* SUPPLIED MATERIAL
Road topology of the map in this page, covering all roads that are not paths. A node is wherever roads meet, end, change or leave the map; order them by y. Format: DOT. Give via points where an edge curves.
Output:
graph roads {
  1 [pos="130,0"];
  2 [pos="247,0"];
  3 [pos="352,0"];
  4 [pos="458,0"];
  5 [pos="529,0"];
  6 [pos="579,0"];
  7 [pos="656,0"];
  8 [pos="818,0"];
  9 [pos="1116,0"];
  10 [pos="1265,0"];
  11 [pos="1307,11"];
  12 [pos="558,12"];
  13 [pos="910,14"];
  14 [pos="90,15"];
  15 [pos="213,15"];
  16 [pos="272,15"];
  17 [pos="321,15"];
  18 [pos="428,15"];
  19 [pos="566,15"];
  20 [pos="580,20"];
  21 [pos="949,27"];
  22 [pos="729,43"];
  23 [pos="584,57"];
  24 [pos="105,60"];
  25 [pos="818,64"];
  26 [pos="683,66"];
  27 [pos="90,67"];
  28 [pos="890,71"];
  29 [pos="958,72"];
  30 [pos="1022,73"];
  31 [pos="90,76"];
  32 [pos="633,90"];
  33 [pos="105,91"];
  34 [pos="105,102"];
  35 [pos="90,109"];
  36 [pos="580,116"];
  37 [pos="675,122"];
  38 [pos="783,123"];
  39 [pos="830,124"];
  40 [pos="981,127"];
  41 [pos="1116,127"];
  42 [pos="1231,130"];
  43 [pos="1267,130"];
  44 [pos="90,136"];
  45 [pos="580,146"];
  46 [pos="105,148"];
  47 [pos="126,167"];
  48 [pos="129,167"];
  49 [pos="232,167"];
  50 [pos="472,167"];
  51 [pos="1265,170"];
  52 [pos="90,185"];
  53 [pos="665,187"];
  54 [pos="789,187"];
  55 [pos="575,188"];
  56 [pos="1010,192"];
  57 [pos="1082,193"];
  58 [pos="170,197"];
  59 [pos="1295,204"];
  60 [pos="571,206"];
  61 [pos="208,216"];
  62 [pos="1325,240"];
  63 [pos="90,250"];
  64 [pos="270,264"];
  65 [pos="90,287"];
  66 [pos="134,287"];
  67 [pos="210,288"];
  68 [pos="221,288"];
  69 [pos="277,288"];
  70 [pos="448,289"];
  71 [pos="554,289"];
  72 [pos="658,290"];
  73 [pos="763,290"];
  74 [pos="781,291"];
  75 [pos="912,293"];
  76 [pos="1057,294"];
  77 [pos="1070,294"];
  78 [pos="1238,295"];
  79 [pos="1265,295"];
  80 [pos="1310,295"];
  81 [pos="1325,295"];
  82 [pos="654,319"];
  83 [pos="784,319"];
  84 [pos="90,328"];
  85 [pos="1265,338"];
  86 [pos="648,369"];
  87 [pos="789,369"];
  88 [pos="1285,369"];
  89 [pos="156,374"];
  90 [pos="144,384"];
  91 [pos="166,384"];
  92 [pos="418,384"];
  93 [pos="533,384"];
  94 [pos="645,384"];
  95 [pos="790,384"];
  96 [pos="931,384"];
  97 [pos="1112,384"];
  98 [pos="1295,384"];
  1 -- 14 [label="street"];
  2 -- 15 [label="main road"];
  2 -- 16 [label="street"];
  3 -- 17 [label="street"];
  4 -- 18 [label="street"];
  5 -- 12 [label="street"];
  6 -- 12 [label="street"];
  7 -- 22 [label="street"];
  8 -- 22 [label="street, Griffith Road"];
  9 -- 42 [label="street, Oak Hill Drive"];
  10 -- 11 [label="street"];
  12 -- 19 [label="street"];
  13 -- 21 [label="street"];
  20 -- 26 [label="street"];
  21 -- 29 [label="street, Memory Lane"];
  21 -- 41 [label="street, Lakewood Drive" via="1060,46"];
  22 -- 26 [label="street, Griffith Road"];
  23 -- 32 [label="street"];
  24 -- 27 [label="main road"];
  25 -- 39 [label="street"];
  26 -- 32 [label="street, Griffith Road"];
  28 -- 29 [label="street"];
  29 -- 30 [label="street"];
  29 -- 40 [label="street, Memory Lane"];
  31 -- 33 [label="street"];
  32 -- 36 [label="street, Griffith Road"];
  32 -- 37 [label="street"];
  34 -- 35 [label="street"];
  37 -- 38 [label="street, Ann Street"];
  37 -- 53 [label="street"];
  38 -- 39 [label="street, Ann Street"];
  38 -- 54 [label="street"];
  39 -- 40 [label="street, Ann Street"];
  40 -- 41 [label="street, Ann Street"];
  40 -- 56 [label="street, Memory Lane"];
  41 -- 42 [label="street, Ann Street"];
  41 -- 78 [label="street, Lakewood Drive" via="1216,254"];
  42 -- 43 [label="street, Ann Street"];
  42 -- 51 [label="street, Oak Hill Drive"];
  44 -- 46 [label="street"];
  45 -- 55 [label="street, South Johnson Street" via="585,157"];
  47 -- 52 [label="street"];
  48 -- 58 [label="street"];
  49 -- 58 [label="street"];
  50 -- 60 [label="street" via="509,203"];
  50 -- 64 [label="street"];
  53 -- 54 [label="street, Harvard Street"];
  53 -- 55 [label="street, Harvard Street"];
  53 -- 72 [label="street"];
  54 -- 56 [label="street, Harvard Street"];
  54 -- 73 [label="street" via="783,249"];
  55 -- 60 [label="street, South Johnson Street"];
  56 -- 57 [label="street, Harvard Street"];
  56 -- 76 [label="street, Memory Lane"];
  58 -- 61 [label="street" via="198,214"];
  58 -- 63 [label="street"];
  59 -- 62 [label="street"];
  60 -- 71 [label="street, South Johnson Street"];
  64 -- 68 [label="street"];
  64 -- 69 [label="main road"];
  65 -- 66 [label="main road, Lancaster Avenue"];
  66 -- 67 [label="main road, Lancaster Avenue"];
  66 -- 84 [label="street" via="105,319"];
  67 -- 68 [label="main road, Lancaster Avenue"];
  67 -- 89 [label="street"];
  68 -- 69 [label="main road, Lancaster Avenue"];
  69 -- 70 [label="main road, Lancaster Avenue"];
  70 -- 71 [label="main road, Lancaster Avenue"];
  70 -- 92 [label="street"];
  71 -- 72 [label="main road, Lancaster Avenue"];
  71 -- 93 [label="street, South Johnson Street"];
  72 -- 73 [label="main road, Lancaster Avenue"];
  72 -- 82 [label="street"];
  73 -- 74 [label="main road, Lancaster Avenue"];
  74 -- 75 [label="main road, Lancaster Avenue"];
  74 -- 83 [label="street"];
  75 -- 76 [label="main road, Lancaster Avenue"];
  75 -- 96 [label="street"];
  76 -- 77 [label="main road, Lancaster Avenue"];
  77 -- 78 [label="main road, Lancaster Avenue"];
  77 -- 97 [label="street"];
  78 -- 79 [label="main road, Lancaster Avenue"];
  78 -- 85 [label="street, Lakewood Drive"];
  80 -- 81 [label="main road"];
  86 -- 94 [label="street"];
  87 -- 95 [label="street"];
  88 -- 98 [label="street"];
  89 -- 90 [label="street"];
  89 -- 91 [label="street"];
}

* YOUR OBJECTIVE
In the entries above, find each line that has the word "Lane". Copy it.

* SOLVED EXERCISE
  21 -- 29 [label="street, Memory Lane"];
  29 -- 40 [label="street, Memory Lane"];
  40 -- 56 [label="street, Memory Lane"];
  56 -- 76 [label="street, Memory Lane"];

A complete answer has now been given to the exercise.